Why we don’t count calories

By Sarah Wilson |



I’m a big proponent of ditching the calorie counter. Hungry to know why? Here, let’s break it down.

Not all calories are created equal.

This is a very common misconception – that a calorie from cheese is the same as a calorie in chocolate. Sure, when they’re on a plate, they’re the same. But once ingested, it’s a very different story.

The calories in fat, protein and carbohydrates have a different biological influence on satiety, metabolic rate, brain activity, blood sugar and the way we store fat.

Here, let us show you a few examples:

  • Fructose is low in calories, but it bypasses appetite hormones causing us to eat more and store fat easier.
  • Protein foods contain fewer calories once digested because it takes a lot of energy to break them down. Plus, some proteins require our immune systems to get involved during digestion, which burns even more calories.
  • Cooked veggies have more calories than raw ones. This is due to the fact that the body uses more energy to digest the hard-to-rupture cell walls of raw food than it does cooked. Also the body expends energy to fight off pathogens that are more prolific in raw food.

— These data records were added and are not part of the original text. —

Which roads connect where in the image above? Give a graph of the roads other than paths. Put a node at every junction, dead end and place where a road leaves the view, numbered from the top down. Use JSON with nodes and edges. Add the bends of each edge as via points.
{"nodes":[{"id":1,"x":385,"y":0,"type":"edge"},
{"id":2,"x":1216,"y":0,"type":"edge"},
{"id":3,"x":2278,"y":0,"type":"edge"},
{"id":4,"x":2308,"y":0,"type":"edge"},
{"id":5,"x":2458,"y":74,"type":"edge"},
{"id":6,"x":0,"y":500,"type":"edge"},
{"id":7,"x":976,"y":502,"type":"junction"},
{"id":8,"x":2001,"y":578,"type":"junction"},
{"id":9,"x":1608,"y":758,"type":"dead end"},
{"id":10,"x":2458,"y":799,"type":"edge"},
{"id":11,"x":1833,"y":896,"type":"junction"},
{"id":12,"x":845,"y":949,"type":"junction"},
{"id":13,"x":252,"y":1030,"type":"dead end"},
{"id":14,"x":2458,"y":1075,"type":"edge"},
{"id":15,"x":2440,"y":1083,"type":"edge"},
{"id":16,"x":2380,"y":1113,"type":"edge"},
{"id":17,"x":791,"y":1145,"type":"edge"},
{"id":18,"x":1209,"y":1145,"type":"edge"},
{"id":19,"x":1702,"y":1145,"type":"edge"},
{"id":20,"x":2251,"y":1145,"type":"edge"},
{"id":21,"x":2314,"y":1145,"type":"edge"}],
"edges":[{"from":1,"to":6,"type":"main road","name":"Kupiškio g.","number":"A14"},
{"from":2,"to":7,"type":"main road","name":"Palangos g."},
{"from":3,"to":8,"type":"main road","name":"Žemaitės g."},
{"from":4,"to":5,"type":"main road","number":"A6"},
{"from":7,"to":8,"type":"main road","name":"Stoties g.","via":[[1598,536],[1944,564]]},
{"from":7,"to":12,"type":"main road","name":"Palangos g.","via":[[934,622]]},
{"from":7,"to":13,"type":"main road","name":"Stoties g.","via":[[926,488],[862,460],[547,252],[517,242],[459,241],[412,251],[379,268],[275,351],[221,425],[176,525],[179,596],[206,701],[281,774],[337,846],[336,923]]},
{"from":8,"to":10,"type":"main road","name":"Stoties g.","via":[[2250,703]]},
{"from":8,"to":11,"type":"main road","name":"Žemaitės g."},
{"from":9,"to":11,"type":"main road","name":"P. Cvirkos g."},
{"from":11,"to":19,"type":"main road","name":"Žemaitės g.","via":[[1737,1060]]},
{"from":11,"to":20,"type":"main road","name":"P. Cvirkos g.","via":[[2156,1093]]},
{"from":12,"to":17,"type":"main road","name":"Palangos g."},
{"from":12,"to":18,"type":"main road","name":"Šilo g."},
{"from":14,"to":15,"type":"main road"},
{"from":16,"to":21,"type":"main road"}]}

Calories in vs. calories out: it’s a big fat myth.

This is the idea that we simply need to burn off more calories (exercise more) to balance out the calories we eat. But our bodies aren’t that simple. In fact, we’re designed to store calories when we exercise.

The fact is, we only burn about 250 calories per half hour of exercise – that’s about the same as a handful of macadamia nuts.

This is because evolution shows us, as hunters and gatherers, are efficient calorie storers. We spent our time hunting, foraging and collecting food and it would be inefficient for us to burn calories quickly.

Nutrients matter more than calories.

You may have heard the saying “count nutrients not calories,” and at IQS we think it’s pretty spot on. It’s possible to be overweight but still starve nutritionally. In fact, obesity is now referred to as a malnutrition disease.

It doesn’t support a healthy relationship with food.

Having a good relationship with your food is really what’s it’s all about for I Quit Sugar. It’s not healthy to analyse every skerrick of food we eat. Counting calories can create a mental obsession and can lead to restrictive food choices.

Humans are not good at NOT doing something…we’re doers. Restrictive eating goes against the grain of what we’re about and causes misery. I’m all about focusing on other messages that steer us to more abundant, positive thinking because this is what creates healthy change.

So if we don’t count calories, what do we do?

We JERF.

  • We opt for nutrient-dense options that our great-grandparents would recognise as food.
  • We go for a wide variety of in-season produce and ingredients.
  • We cook, which really is the key to it all.
  • We cut out processed foods.
  • We focus on regaining our natural appetite and cutting the cravings.
  • We’re about “food freedom.”

Do you count calories? If not, what do you do instead?